# 2006 Dodge Ram Megacab Deisel - leaking Coolant



## RedAg (Apr 26, 2007)

My 2006 Dodge Ram 2500 Deisel is leaking coolant and I remeber reading about a common problem where this occurs. I tried doing a search but came up empty. Any thoughts / suggestions.


----------



## CJ46 (Aug 16, 2006)

*2500 Coolant Leak*

RED,
I had a coolant leak on my 07- 5.9. There is a small hose on the passenger side of the truck back by the turbo. The hose (silver in color, foil wrapped) comes from the factory a little loose, when it gets cold the metal contracts slightly and the small drip occurs.
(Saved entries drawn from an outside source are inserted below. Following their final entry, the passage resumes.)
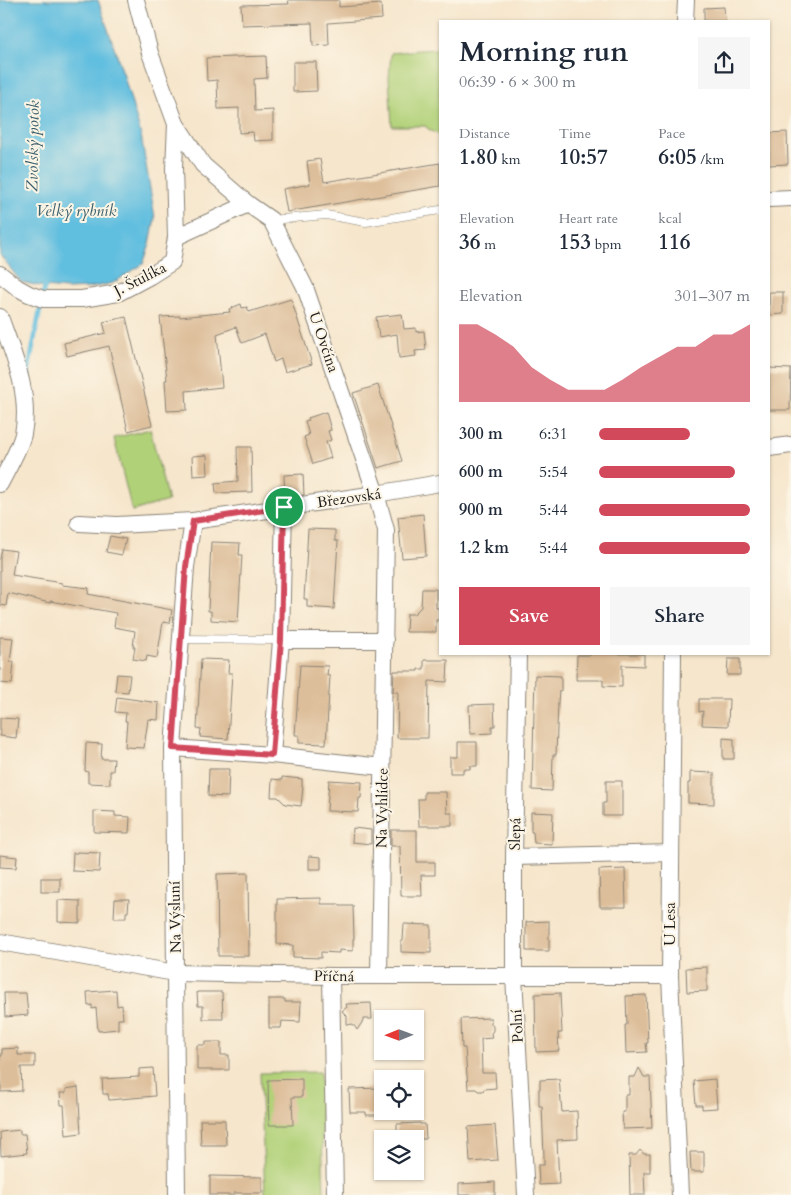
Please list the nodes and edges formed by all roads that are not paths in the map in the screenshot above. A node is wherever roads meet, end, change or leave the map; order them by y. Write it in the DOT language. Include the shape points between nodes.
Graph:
graph roads {
  1 [pos="136,0"];
  2 [pos="686,0"];
  3 [pos="685,20"];
  4 [pos="176,124"];
  5 [pos="791,198"];
  6 [pos="770,199"];
  7 [pos="248,204"];
  8 [pos="439,210"];
  9 [pos="271,220"];
  10 [pos="176,237"];
  11 [pos="0,274"];
  12 [pos="0,317"];
  13 [pos="791,445"];
  14 [pos="770,448"];
  15 [pos="439,483"];
  16 [pos="0,484"];
  17 [pos="376,494"];
  18 [pos="284,507"];
  19 [pos="193,521"];
  20 [pos="79,523"];
  21 [pos="181,639"];
  22 [pos="281,640"];
  23 [pos="385,640"];
  24 [pos="518,655"];
  25 [pos="673,655"];
  26 [pos="173,748"];
  27 [pos="272,755"];
  28 [pos="382,767"];
  29 [pos="671,853"];
  30 [pos="514,857"];
  31 [pos="0,942"];
  32 [pos="175,974"];
  33 [pos="331,976"];
  34 [pos="379,976"];
  35 [pos="514,976"];
  36 [pos="670,976"];
  37 [pos="177,1195"];
  38 [pos="335,1195"];
  39 [pos="526,1195"];
  40 [pos="680,1195"];
  1 -- 4 [label="street, J. Štulíka" via="150,53"];
  2 -- 3 [label="street"];
  4 -- 7 [label="street, J. Štulíka" via="203,165"];
  4 -- 10 [label="street, J. Štulíka"];
  5 -- 6 [label="street"];
  7 -- 9 [label="street, U Ovčína"];
  7 -- 10 [label="street"];
  8 -- 9 [label="lane" via="366,222 326,215"];
  9 -- 17 [label="street, U Ovčína" via="305,287"];
  10 -- 11 [label="street, J. Štulíka" via="172,262 118,293 82,299 43,299 18,288"];
  12 -- 16 [label="street" via="16,358 25,413 23,435"];
  13 -- 14 [label="street"];
  15 -- 17 [label="street, Březovská"];
  17 -- 18 [label="street, Březovská"];
  17 -- 23 [label="street, Na Vyhlídce" via="386,530"];
  18 -- 19 [label="street, Březovská"];
  18 -- 22 [label="street"];
  19 -- 20 [label="street, Březovská"];
  19 -- 21 [label="street, Na Výsluní"];
  21 -- 22 [label="lane"];
  21 -- 26 [label="street, Na Výsluní"];
  22 -- 23 [label="street"];
  22 -- 27 [label="street"];
  23 -- 28 [label="street, Na Vyhlídce"];
  24 -- 30 [label="street, Slepá"];
  25 -- 29 [label="street, U Lesa"];
  26 -- 27 [label="street"];
  26 -- 32 [label="street, Na Výsluní"];
  27 -- 28 [label="street"];
  28 -- 34 [label="street, Na Vyhlídce"];
  29 -- 30 [label="street, Slepá"];
  29 -- 36 [label="street, U Lesa"];
  30 -- 35 [label="street, Polní"];
  31 -- 32 [label="street, Příčná"];
  32 -- 33 [label="street, Příčná"];
  32 -- 37 [label="street, Na Výsluní"];
  33 -- 34 [label="street, Příčná"];
  33 -- 38 [label="street"];
  34 -- 35 [label="street, Příčná"];
  35 -- 36 [label="street, Příčná"];
  35 -- 39 [label="street, Polní"];
  36 -- 40 [label="street, U Lesa"];
}
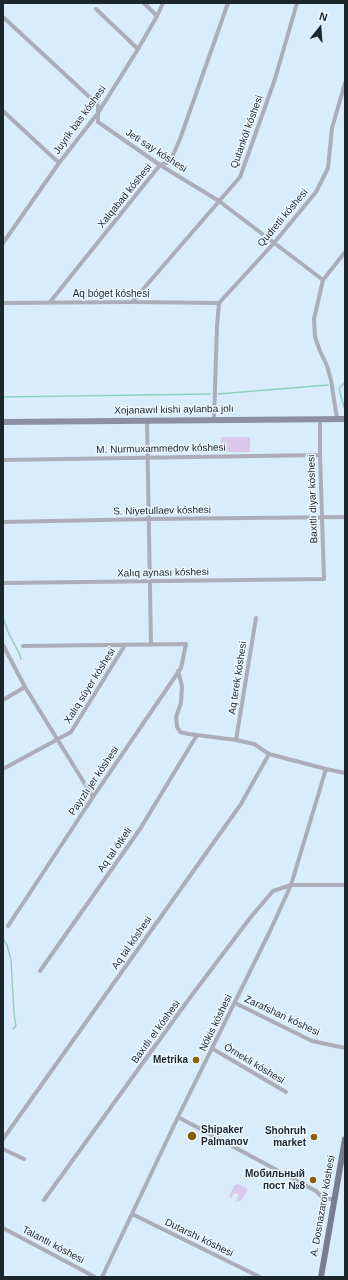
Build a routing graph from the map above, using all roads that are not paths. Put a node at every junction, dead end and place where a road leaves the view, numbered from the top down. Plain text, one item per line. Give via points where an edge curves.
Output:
1 (144, 3) edge
2 (163, 3) edge
3 (228, 3) edge
4 (297, 3) edge
5 (96, 9) dead end
6 (157, 16) junction
7 (3, 17) edge
8 (138, 49) junction
9 (345, 83) edge
10 (3, 111) edge
11 (98, 113) junction
12 (59, 162) junction
13 (160, 165) junction
14 (219, 201) junction
15 (3, 243) edge
16 (274, 243) junction
17 (345, 252) edge
18 (323, 280) junction
19 (50, 302) junction
20 (132, 302) junction
21 (3, 303) edge
22 (220, 303) junction
23 (214, 419) junction
24 (320, 419) junction
25 (337, 419) junction
26 (345, 419) edge
27 (147, 420) junction
28 (3, 422) edge
29 (320, 455) junction
30 (148, 457) junction
31 (3, 460) edge
32 (322, 517) junction
33 (345, 517) edge
34 (149, 519) junction
35 (3, 522) edge
36 (324, 578) joint
37 (150, 582) junction
38 (3, 583) edge
39 (256, 618) dead end
40 (151, 644) junction
41 (3, 645) edge
42 (125, 645) junction
43 (23, 646) dead end
44 (178, 671) junction
45 (25, 687) junction
46 (3, 700) edge
47 (197, 734) junction
48 (57, 740) junction
49 (236, 740) junction
50 (269, 754) junction
51 (3, 769) edge
52 (326, 769) junction
53 (345, 773) edge
54 (92, 796) junction
55 (291, 885) junction
56 (345, 885) edge
57 (8, 926) dead end
58 (40, 971) dead end
59 (235, 1003) junction
60 (345, 1048) edge
61 (213, 1049) junction
62 (286, 1092) dead end
63 (178, 1117) junction
64 (3, 1139) edge
65 (345, 1139) edge
66 (3, 1149) edge
67 (24, 1159) dead end
68 (44, 1200) dead end
69 (334, 1200) junction
70 (132, 1214) junction
71 (3, 1228) edge
72 (95, 1277) edge
73 (102, 1277) edge
74 (260, 1277) edge
75 (321, 1277) edge

1 - 6 street
2 - 6 street, Juyrik bas kóshesi
3 - 13 street, Xalqabad kóshesi via 180,139 170,162
4 - 14 street, Qutankól kóshesi via 275,79 240,177
5 - 8 street
6 - 8 street, Juyrik bas kóshesi
7 - 11 street, Jeti say kóshesi via 98,105
8 - 11 street, Juyrik bas kóshesi
9 - 16 street, Qudretli kóshesi via 332,128 328,168 316,192
10 - 12 street
11 - 12 street, Juyrik bas kóshesi
11 - 13 street, Jeti say kóshesi via 98,122
12 - 15 street, Juyrik bas kóshesi
13 - 14 street, Jeti say kóshesi
13 - 19 street, Xalqabad kóshesi
14 - 16 street, Jeti say kóshesi
14 - 20 street, Qutankól kóshesi
16 - 18 street, Jeti say kóshesi
16 - 22 street, Qudretli kóshesi
17 - 18 street
18 - 25 street via 314,319 315,337 331,380
19 - 20 street, Aq bóget kóshesi
19 - 21 street, Aq bóget kóshesi
20 - 22 street, Aq bóget kóshesi
22 - 23 street
23 - 24 main road, Xojanawıl kishi aylanba jolı
23 - 27 main road, Xojanawıl kishi aylanba jolı
24 - 25 main road, Xojanawıl kishi aylanba jolı
24 - 29 street, Baxıtlı diyar kóshesi
25 - 26 main road, Xojanawıl kishi aylanba jolı
27 - 28 main road, Xojanawıl kishi aylanba jolı
27 - 30 street
29 - 30 street, M. Nurmuxammedov kóshesi
29 - 32 street, Baxıtlı diyar kóshesi
30 - 31 street, M. Nurmuxammedov kóshesi
30 - 34 street
32 - 33 street, S. Niyetullaev kóshesi
32 - 34 street, S. Niyetullaev kóshesi
32 - 36 street, Baxıtlı diyar kóshesi
34 - 35 street, S. Niyetullaev kóshesi
34 - 37 street
36 - 37 street, Xalıq aynası kóshesi
37 - 38 street, Xalıq aynası kóshesi
37 - 40 street
39 - 49 street, Aq terek kóshesi
40 - 42 street
40 - 44 street, Payızlı jer kóshesi via 186,644 181,668
41 - 45 street
42 - 43 street
42 - 48 street, Xalıq súyer kóshesi via 70,732
44 - 47 street via 182,686 176,717 177,726 180,732
44 - 54 street, Payızlı jer kóshesi
45 - 46 street
45 - 48 street
47 - 49 street
47 - 58 street, Aq tal ótkeli via 140,830
48 - 51 street, Xalıq súyer kóshesi
48 - 54 street
49 - 50 street via 254,744
50 - 52 street
50 - 64 street, Aq tal kóshesi via 241,804
52 - 53 street
52 - 55 street, Nókis kóshesi
54 - 57 street, Payızlı jer kóshesi
55 - 56 street, Baxıtlı el kóshesi
55 - 59 street, Nókis kóshesi
55 - 68 street, Baxıtlı el kóshesi via 272,891 250,918
59 - 60 street, Zarafshan kóshesi via 312,1041
59 - 61 street, Nókis kóshesi
61 - 62 street, Órnekli kóshesi
61 - 63 street, Nókis kóshesi
63 - 69 street via 316,1191 324,1199
63 - 70 street, Nókis kóshesi
65 - 69 main road, A. Dosnazarov kóshesi
66 - 67 street
69 - 75 main road, A. Dosnazarov kóshesi
70 - 73 street, Nókis kóshesi
70 - 74 street, Dutarshı kóshesi
71 - 72 street, Talantlı kóshesi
Tighten the hose clamps a few turns. This should solve your problem, it fixed my truck.
Please see the pics for the hose location
Hope this helps
Cliff


----------



## Knot Kidding (Jan 7, 2009)

Yep thats the hose clamps that leak (their just not tight)!


----------



## RedAg (Apr 26, 2007)

*!!!*

You guys are awesome. I will be tightening first thing in the morning. I will keep you posted.


----------



## barbless (Jul 27, 2004)

yep, I have an 06 and have to tighten the clamps on that small hose once a year.


----------



## MIKE S. (Apr 8, 2007)

barbless said:


> yep, I have an 06 and have to tighten the clamps on that small hose once a year.


Had to do the same on my 07....


----------



## shallowminded (May 21, 2004)

*Leaking coolant*

Same thing on my 06. Pretty common issue. I tightened them last year. I figured once was enough. I'll check them again.

Shallow.


----------



## Galveston Yankee (May 24, 2004)

Just bought a new-to-me 07. Guess I had better check it, too.


----------



## danmanfish (Jun 17, 2010)

how do you guys like your Dodge diesels.. I mean reliability, power, economy, etc.. I will have to buy a diesel 4x4 in a few months and debating between a powerstroke and cummins.. thanks for any suggestions..


----------



## barbless (Jul 27, 2004)

I love my 06 with 5.9


----------



## 999 (Dec 2, 2004)

Seems to loosen up when you first start using the block heater.


----------